▶ _Work to complete_
Below are the records; copy out every line that holds the word "PLYMOUTH".

▶ _Dataset entries_
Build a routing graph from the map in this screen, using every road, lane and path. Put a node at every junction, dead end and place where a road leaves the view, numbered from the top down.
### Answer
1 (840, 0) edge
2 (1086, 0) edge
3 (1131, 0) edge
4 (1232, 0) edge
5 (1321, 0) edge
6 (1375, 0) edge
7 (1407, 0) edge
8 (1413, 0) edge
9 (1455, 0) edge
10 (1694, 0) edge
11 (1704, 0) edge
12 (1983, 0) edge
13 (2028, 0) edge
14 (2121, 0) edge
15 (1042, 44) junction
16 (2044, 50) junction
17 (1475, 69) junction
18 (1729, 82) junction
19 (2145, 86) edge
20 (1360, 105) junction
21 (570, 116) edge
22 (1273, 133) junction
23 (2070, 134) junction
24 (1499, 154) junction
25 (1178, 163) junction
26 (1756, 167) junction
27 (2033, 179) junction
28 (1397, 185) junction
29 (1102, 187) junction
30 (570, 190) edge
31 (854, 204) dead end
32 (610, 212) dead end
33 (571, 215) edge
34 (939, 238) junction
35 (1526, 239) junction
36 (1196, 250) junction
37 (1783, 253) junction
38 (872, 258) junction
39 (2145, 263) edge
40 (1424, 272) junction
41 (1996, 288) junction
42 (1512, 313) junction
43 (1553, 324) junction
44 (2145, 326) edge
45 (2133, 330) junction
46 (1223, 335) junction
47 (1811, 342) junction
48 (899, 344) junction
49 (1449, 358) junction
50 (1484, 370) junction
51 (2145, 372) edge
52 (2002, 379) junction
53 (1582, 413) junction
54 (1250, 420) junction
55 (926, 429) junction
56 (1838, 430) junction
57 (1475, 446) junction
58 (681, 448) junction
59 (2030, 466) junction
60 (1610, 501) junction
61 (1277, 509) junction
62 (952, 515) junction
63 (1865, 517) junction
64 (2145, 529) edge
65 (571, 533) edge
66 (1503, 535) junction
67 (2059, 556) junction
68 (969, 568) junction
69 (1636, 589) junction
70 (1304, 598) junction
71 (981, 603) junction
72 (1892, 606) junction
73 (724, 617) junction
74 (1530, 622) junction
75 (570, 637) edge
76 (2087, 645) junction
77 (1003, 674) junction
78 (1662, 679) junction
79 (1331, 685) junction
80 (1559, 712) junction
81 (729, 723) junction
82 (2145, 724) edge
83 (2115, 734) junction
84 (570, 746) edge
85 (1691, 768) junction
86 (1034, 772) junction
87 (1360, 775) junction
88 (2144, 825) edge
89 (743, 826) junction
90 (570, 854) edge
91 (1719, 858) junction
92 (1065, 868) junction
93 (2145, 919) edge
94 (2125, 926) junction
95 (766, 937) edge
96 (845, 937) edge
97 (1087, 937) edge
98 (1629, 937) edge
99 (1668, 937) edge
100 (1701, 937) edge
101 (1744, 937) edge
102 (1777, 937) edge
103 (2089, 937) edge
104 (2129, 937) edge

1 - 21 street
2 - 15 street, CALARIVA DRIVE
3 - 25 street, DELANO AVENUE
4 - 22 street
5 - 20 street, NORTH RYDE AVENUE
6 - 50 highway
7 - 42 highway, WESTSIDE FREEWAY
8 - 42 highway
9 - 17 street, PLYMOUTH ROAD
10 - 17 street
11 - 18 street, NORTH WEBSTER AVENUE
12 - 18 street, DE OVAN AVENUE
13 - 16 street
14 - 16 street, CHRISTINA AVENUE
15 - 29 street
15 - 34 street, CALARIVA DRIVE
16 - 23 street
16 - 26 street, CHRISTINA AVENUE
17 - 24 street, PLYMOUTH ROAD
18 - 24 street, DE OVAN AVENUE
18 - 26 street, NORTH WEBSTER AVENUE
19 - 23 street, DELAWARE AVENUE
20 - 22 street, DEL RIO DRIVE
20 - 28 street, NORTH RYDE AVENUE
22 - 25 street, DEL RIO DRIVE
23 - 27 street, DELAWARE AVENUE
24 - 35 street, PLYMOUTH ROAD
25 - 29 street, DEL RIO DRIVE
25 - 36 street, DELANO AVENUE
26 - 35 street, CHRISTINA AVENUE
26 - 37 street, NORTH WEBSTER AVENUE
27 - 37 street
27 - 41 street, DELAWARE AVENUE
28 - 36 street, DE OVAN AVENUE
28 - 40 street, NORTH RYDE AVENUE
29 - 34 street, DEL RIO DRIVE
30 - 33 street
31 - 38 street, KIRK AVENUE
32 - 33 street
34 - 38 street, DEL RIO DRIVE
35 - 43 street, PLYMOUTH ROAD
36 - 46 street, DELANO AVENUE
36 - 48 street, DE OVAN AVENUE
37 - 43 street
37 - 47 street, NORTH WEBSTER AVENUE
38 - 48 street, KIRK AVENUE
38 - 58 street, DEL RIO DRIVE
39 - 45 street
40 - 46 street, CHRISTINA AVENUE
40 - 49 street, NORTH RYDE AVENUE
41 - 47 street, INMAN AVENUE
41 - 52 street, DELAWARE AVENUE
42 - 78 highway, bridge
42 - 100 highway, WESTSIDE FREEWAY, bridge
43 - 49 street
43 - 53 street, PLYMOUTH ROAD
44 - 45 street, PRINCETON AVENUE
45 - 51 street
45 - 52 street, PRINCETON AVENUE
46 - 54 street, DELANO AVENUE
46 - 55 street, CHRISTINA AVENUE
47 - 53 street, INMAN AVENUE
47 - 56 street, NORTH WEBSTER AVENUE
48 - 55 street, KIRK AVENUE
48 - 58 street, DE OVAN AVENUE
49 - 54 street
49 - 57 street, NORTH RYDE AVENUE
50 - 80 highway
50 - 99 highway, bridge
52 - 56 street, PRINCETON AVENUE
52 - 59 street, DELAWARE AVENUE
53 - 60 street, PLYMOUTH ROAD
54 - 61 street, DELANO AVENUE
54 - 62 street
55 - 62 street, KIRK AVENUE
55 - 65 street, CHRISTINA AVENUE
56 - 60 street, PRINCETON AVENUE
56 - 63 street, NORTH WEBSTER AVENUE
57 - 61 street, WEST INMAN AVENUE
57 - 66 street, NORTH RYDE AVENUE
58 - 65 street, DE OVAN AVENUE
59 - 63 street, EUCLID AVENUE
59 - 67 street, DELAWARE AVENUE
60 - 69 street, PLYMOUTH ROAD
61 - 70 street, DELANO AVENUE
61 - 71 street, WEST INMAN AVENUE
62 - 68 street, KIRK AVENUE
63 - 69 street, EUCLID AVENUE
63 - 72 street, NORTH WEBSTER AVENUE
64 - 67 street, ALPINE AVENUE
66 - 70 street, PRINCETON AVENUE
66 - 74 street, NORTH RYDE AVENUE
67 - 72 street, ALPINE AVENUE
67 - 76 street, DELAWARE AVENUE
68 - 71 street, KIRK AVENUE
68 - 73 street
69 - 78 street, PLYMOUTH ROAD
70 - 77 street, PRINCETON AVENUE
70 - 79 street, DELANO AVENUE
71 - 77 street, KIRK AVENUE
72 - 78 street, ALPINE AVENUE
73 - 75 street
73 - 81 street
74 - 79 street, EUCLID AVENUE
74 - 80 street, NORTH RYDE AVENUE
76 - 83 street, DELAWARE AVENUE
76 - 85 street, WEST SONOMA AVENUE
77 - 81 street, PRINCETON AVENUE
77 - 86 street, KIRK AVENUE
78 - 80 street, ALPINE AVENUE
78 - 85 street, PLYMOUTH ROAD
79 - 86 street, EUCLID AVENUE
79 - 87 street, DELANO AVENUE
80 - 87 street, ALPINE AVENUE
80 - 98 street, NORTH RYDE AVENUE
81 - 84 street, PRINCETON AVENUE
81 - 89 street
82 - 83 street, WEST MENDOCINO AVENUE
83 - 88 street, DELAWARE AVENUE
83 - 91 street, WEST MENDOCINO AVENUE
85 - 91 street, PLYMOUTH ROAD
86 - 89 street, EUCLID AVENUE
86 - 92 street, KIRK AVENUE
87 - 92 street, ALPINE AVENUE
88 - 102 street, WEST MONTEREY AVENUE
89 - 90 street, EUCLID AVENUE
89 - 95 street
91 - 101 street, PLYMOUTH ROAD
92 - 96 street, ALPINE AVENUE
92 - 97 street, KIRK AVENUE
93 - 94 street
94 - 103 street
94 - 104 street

▶ _Result_
9 - 17 street, PLYMOUTH ROAD
17 - 24 street, PLYMOUTH ROAD
24 - 35 street, PLYMOUTH ROAD
35 - 43 street, PLYMOUTH ROAD
43 - 53 street, PLYMOUTH ROAD
53 - 60 street, PLYMOUTH ROAD
60 - 69 street, PLYMOUTH ROAD
69 - 78 street, PLYMOUTH ROAD
78 - 85 street, PLYMOUTH ROAD
85 - 91 street, PLYMOUTH ROAD
91 - 101 street, PLYMOUTH ROAD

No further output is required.